━━━ Information shown

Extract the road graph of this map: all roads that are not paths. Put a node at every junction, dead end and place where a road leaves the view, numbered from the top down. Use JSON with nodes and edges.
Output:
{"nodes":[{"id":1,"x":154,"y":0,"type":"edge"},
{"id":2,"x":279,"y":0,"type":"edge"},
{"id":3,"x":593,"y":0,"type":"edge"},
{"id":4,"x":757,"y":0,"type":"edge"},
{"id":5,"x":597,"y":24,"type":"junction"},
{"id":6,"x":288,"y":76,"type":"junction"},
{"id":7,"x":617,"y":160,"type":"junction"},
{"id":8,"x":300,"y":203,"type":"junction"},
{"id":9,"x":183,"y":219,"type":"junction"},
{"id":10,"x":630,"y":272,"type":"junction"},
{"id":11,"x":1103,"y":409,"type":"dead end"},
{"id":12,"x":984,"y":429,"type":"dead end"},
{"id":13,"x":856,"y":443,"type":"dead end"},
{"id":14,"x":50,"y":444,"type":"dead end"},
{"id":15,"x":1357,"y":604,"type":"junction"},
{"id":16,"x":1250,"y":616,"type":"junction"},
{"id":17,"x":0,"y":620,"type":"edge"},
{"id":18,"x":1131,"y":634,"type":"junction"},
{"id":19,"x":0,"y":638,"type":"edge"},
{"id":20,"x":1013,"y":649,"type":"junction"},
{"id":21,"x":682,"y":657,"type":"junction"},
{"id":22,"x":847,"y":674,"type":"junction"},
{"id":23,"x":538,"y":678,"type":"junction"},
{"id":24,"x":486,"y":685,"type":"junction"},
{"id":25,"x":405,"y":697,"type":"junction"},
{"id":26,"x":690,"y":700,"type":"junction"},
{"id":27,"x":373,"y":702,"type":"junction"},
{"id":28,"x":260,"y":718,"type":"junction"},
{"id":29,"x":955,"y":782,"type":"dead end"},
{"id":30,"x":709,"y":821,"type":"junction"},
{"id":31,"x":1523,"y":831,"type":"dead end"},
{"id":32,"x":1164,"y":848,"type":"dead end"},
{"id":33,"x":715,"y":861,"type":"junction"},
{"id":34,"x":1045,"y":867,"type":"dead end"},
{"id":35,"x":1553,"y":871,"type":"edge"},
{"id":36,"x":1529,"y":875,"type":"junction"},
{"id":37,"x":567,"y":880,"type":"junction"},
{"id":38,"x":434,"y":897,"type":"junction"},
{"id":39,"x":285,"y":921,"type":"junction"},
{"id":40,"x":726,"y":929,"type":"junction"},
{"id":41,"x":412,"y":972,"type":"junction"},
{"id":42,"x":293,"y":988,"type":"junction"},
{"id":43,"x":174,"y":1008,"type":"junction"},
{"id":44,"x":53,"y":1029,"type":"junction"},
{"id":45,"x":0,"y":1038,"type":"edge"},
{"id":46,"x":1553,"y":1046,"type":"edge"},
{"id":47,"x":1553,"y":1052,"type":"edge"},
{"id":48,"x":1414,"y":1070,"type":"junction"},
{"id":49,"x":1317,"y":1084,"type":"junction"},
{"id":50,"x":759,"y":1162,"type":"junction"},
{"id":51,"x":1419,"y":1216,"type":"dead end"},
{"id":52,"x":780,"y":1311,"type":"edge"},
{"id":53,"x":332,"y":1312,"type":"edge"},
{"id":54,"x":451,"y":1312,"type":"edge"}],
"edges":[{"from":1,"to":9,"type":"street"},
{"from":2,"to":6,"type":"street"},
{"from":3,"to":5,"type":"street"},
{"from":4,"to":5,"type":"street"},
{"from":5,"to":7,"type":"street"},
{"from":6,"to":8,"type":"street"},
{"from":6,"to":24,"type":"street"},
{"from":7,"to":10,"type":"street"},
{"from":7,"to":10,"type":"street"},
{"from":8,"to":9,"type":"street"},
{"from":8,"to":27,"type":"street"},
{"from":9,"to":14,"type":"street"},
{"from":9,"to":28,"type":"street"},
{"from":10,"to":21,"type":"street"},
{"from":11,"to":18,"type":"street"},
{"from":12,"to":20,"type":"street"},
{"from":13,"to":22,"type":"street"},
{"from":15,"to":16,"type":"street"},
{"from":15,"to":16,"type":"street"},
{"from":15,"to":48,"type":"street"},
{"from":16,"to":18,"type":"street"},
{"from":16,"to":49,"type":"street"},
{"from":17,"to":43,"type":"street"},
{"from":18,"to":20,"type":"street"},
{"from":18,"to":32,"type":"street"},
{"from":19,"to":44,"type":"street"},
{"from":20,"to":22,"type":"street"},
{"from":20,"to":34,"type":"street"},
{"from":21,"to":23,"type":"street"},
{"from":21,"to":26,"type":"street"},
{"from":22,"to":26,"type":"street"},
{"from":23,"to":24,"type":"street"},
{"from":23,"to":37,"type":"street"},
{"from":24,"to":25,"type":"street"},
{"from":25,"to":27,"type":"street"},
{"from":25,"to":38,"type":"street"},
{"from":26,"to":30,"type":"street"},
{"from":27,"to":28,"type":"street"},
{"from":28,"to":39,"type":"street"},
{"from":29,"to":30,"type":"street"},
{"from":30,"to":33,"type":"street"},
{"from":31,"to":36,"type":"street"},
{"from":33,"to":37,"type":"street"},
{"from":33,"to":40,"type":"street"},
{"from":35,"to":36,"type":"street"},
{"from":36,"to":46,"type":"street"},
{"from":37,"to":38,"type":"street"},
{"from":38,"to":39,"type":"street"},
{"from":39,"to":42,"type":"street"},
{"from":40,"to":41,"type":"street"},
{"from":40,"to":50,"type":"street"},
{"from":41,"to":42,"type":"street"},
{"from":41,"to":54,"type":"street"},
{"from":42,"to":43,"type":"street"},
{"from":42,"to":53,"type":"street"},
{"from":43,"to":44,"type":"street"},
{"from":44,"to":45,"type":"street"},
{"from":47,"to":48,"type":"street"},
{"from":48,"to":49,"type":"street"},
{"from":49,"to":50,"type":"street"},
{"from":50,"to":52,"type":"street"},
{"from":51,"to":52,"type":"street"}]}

━━━━━━

### About this task
The records above are to be given again in full, exactly.

### Expected answer
Extract the road graph of this map: all roads that are not paths. Put a node at every junction, dead end and place where a road leaves the view, numbered from the top down. Use JSON with nodes and edges.
Output:
{"nodes":[{"id":1,"x":154,"y":0,"type":"edge"},
{"id":2,"x":279,"y":0,"type":"edge"},
{"id":3,"x":593,"y":0,"type":"edge"},
{"id":4,"x":757,"y":0,"type":"edge"},
{"id":5,"x":597,"y":24,"type":"junction"},
{"id":6,"x":288,"y":76,"type":"junction"},
{"id":7,"x":617,"y":160,"type":"junction"},
{"id":8,"x":300,"y":203,"type":"junction"},
{"id":9,"x":183,"y":219,"type":"junction"},
{"id":10,"x":630,"y":272,"type":"junction"},
{"id":11,"x":1103,"y":409,"type":"dead end"},
{"id":12,"x":984,"y":429,"type":"dead end"},
{"id":13,"x":856,"y":443,"type":"dead end"},
{"id":14,"x":50,"y":444,"type":"dead end"},
{"id":15,"x":1357,"y":604,"type":"junction"},
{"id":16,"x":1250,"y":616,"type":"junction"},
{"id":17,"x":0,"y":620,"type":"edge"},
{"id":18,"x":1131,"y":634,"type":"junction"},
{"id":19,"x":0,"y":638,"type":"edge"},
{"id":20,"x":1013,"y":649,"type":"junction"},
{"id":21,"x":682,"y":657,"type":"junction"},
{"id":22,"x":847,"y":674,"type":"junction"},
{"id":23,"x":538,"y":678,"type":"junction"},
{"id":24,"x":486,"y":685,"type":"junction"},
{"id":25,"x":405,"y":697,"type":"junction"},
{"id":26,"x":690,"y":700,"type":"junction"},
{"id":27,"x":373,"y":702,"type":"junction"},
{"id":28,"x":260,"y":718,"type":"junction"},
{"id":29,"x":955,"y":782,"type":"dead end"},
{"id":30,"x":709,"y":821,"type":"junction"},
{"id":31,"x":1523,"y":831,"type":"dead end"},
{"id":32,"x":1164,"y":848,"type":"dead end"},
{"id":33,"x":715,"y":861,"type":"junction"},
{"id":34,"x":1045,"y":867,"type":"dead end"},
{"id":35,"x":1553,"y":871,"type":"edge"},
{"id":36,"x":1529,"y":875,"type":"junction"},
{"id":37,"x":567,"y":880,"type":"junction"},
{"id":38,"x":434,"y":897,"type":"junction"},
{"id":39,"x":285,"y":921,"type":"junction"},
{"id":40,"x":726,"y":929,"type":"junction"},
{"id":41,"x":412,"y":972,"type":"junction"},
{"id":42,"x":293,"y":988,"type":"junction"},
{"id":43,"x":174,"y":1008,"type":"junction"},
{"id":44,"x":53,"y":1029,"type":"junction"},
{"id":45,"x":0,"y":1038,"type":"edge"},
{"id":46,"x":1553,"y":1046,"type":"edge"},
{"id":47,"x":1553,"y":1052,"type":"edge"},
{"id":48,"x":1414,"y":1070,"type":"junction"},
{"id":49,"x":1317,"y":1084,"type":"junction"},
{"id":50,"x":759,"y":1162,"type":"junction"},
{"id":51,"x":1419,"y":1216,"type":"dead end"},
{"id":52,"x":780,"y":1311,"type":"edge"},
{"id":53,"x":332,"y":1312,"type":"edge"},
{"id":54,"x":451,"y":1312,"type":"edge"}],
"edges":[{"from":1,"to":9,"type":"street"},
{"from":2,"to":6,"type":"street"},
{"from":3,"to":5,"type":"street"},
{"from":4,"to":5,"type":"street"},
{"from":5,"to":7,"type":"street"},
{"from":6,"to":8,"type":"street"},
{"from":6,"to":24,"type":"street"},
{"from":7,"to":10,"type":"street"},
{"from":7,"to":10,"type":"street"},
{"from":8,"to":9,"type":"street"},
{"from":8,"to":27,"type":"street"},
{"from":9,"to":14,"type":"street"},
{"from":9,"to":28,"type":"street"},
{"from":10,"to":21,"type":"street"},
{"from":11,"to":18,"type":"street"},
{"from":12,"to":20,"type":"street"},
{"from":13,"to":22,"type":"street"},
{"from":15,"to":16,"type":"street"},
{"from":15,"to":16,"type":"street"},
{"from":15,"to":48,"type":"street"},
{"from":16,"to":18,"type":"street"},
{"from":16,"to":49,"type":"street"},
{"from":17,"to":43,"type":"street"},
{"from":18,"to":20,"type":"street"},
{"from":18,"to":32,"type":"street"},
{"from":19,"to":44,"type":"street"},
{"from":20,"to":22,"type":"street"},
{"from":20,"to":34,"type":"street"},
{"from":21,"to":23,"type":"street"},
{"from":21,"to":26,"type":"street"},
{"from":22,"to":26,"type":"street"},
{"from":23,"to":24,"type":"street"},
{"from":23,"to":37,"type":"street"},
{"from":24,"to":25,"type":"street"},
{"from":25,"to":27,"type":"street"},
{"from":25,"to":38,"type":"street"},
{"from":26,"to":30,"type":"street"},
{"from":27,"to":28,"type":"street"},
{"from":28,"to":39,"type":"street"},
{"from":29,"to":30,"type":"street"},
{"from":30,"to":33,"type":"street"},
{"from":31,"to":36,"type":"street"},
{"from":33,"to":37,"type":"street"},
{"from":33,"to":40,"type":"street"},
{"from":35,"to":36,"type":"street"},
{"from":36,"to":46,"type":"street"},
{"from":37,"to":38,"type":"street"},
{"from":38,"to":39,"type":"street"},
{"from":39,"to":42,"type":"street"},
{"from":40,"to":41,"type":"street"},
{"from":40,"to":50,"type":"street"},
{"from":41,"to":42,"type":"street"},
{"from":41,"to":54,"type":"street"},
{"from":42,"to":43,"type":"street"},
{"from":42,"to":53,"type":"street"},
{"from":43,"to":44,"type":"street"},
{"from":44,"to":45,"type":"street"},
{"from":47,"to":48,"type":"street"},
{"from":48,"to":49,"type":"street"},
{"from":49,"to":50,"type":"street"},
{"from":50,"to":52,"type":"street"},
{"from":51,"to":52,"type":"street"}]}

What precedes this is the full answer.